Sería bueno acostumbrarse a decir “con estoicismo” cuando apelamos a la calma, puesto que el filosofar consiste en dar voz con el pensamiento a todo aquello que la verdad silencia cuando se impone. Y este es un camino que conduce, como bien sabe Lucifer, a la soledad glacial de los infiernos.

jueves, 12 de marzo de 2009

El enemigo de los mocasines

Como todo ser racional, albergo en mi quehacer cotidiano comportamientos fetichistas. Siento una profunda debilidad por un tipo de objetos en apariencia ordinarios: los mocasines. Me encantan. Siempre que me siento conpungido salgo a escudriñar las tiendas de zapatos en busca de una pareja de mocasines que me llame la atención. Me alegra el ánimo, cuando mi conciencia se queda arrebatada con sus sensuales formas. Me encanta caminar por la ciudad con un buen par de mocasines en mis patas. Mis pasos dejan de sonar como dos ventosas y adquieren una presencia más señorial. Gracias a los mocasines puedo olvidar por un momento que soy un pingüino y me siento humano.

La semana pasada, estaba yo inmerso en este ritual cuando me topé con los rivales atávicos de los mocasines: las mierdas de perro. Así es, estaba yo absorto en el repiquetear de mis suelas en el asfalto cuando una superficie deslizante me hizo resbalar. No caí al suelo, peró mi mocasín derecho quedó embadurnado de excremento de can. Aún se puede escuchar por el centro de la ciudad el eco de mi grito.

Me pasé más de 30 minutos frotando el zapato contra todas las sueprfícies rugosas de la calle, aunque poco pude hacer, pues la frescura de la mierda le proporcionaba a ésta un agarre maldito en todos los recobecos de mi zapato.

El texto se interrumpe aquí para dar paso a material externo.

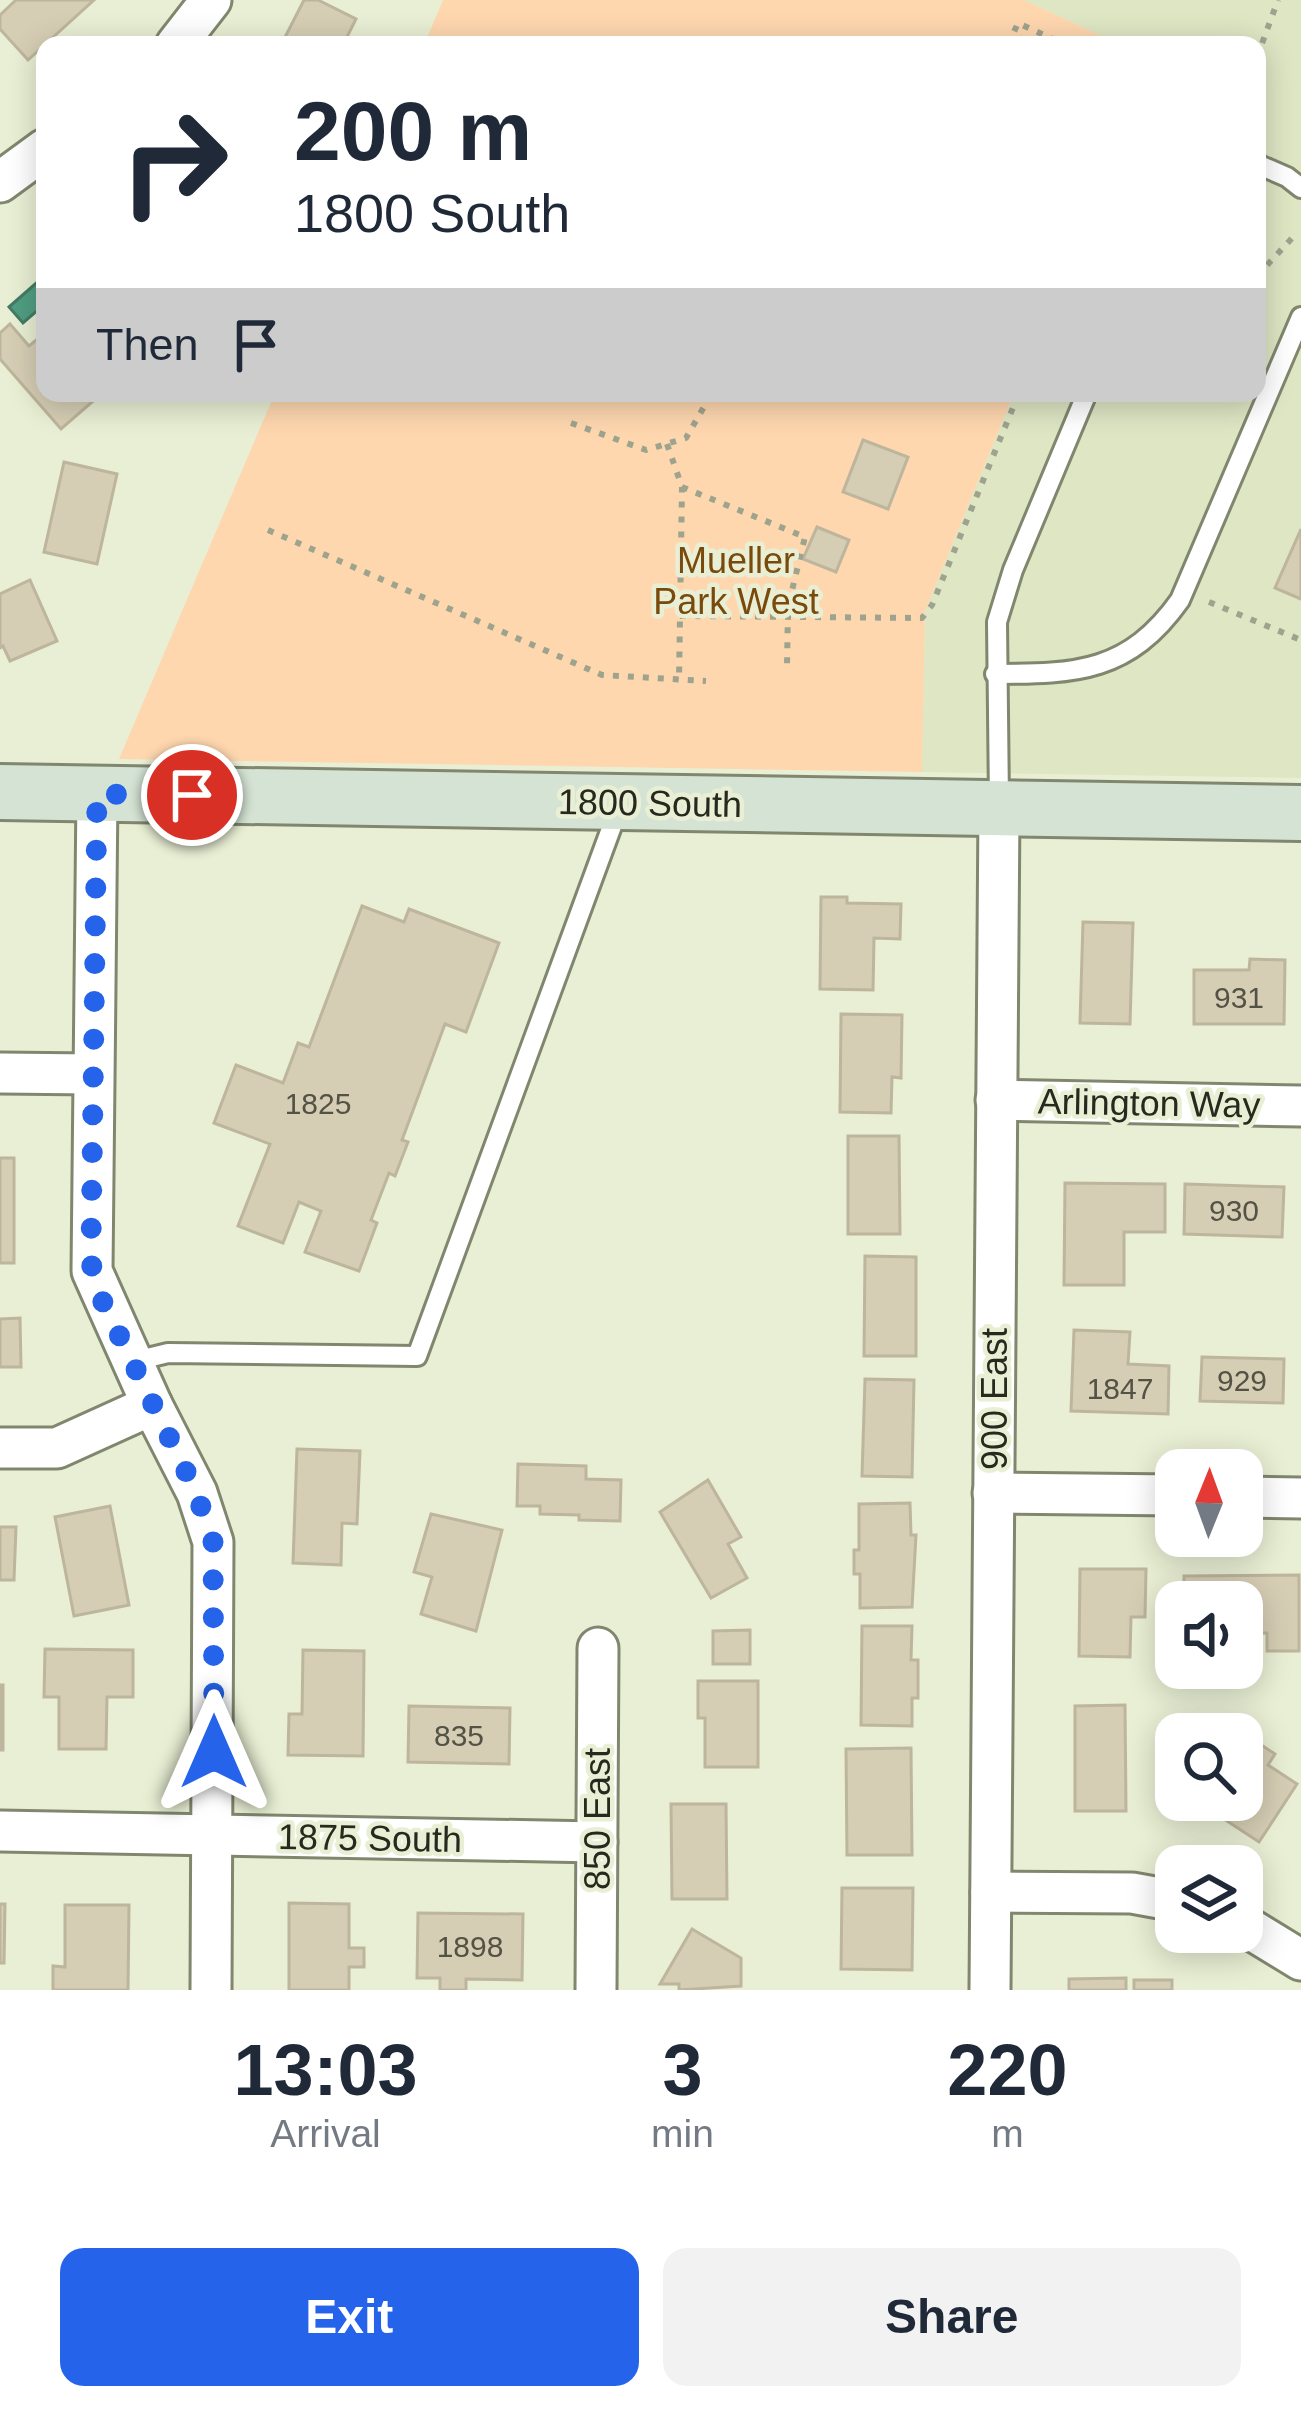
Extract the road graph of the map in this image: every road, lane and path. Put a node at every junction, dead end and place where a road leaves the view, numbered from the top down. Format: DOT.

Cansado, decidí continuar con mi viaje de regreso a casa y subitámente me percaté de un problema. Mi pie olía a mierda y tenía intención de coger el autobús. Si entraba inundaría este pequeño recinto de la delatora fragancia anexada a mi pata. Así que empecé a cabilar sobre las implicaciones morales de esta acción. No fue difícil llegar a concluir en que entrar en el autobús, no sólo no era inmoral sinó un deber cívico. Tenía que entrar y hacer partícipes a todos los habitantes del bus de las nefastas consecuencias que acarrean las heces caninas abandonadas en la acera cual mina antipersona. Sólo mediante esta vivencia desagradable, la gente asumiría las responsabilidades implicadas de tener un perro.

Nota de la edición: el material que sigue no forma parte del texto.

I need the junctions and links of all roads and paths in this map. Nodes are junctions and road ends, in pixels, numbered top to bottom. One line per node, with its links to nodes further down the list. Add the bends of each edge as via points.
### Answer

Con estas reflexiones mi mente empezó a divagar. Me veía como puntal de una revolución anti-mierda canina. Pensé en actos de venganza, que consistirían en recoger las heces y depositarlas en el felpudo del propietario incívico. Pisar voluntariamente las minas orgánicas e ir a lugares masificados como centros comerciales, cines y bares. Si se hacía con sistematicidad, la gente acabaría temiendo las mierdas abandonadas y procurarían por todos los medios evitarlas.

Mucho rato estuve inmerso en estas especulaciones dónde finalmente me hacía comandante de un movimiento cívico sin precedentes que llegaba a escala europea. Pero una terrible sospecha desmontó mis ilusiones. Quería movilizar y castigar a gente sólo porqué una mierda estropeó mis nuevos mocasines. A veces dentro del espíritu revolucionario late un impulso egoista que pretende doblegar a los otros al capricho de la propia voluntad, y le da un cariz objetivo apelando a “la causa”, una razón superior.

Este es el contra-argumento con el que todo revolucionario tiene que lidiar y que sirve de fundamento al liberalismo ironista. La imposibilidad de fundamentar racionalmente la transición de elementos idiosicrásicos a la esfera pública. Todo intento de apelar a un orden publico es susceptible de ser interpretado como el hinchazón de una voluntad, que esconde en su seno a un pequeño Stalin.
Un poco avergonzado, tiré mis nuevos zapatos en una papelera y fui andando a casa como un pringado.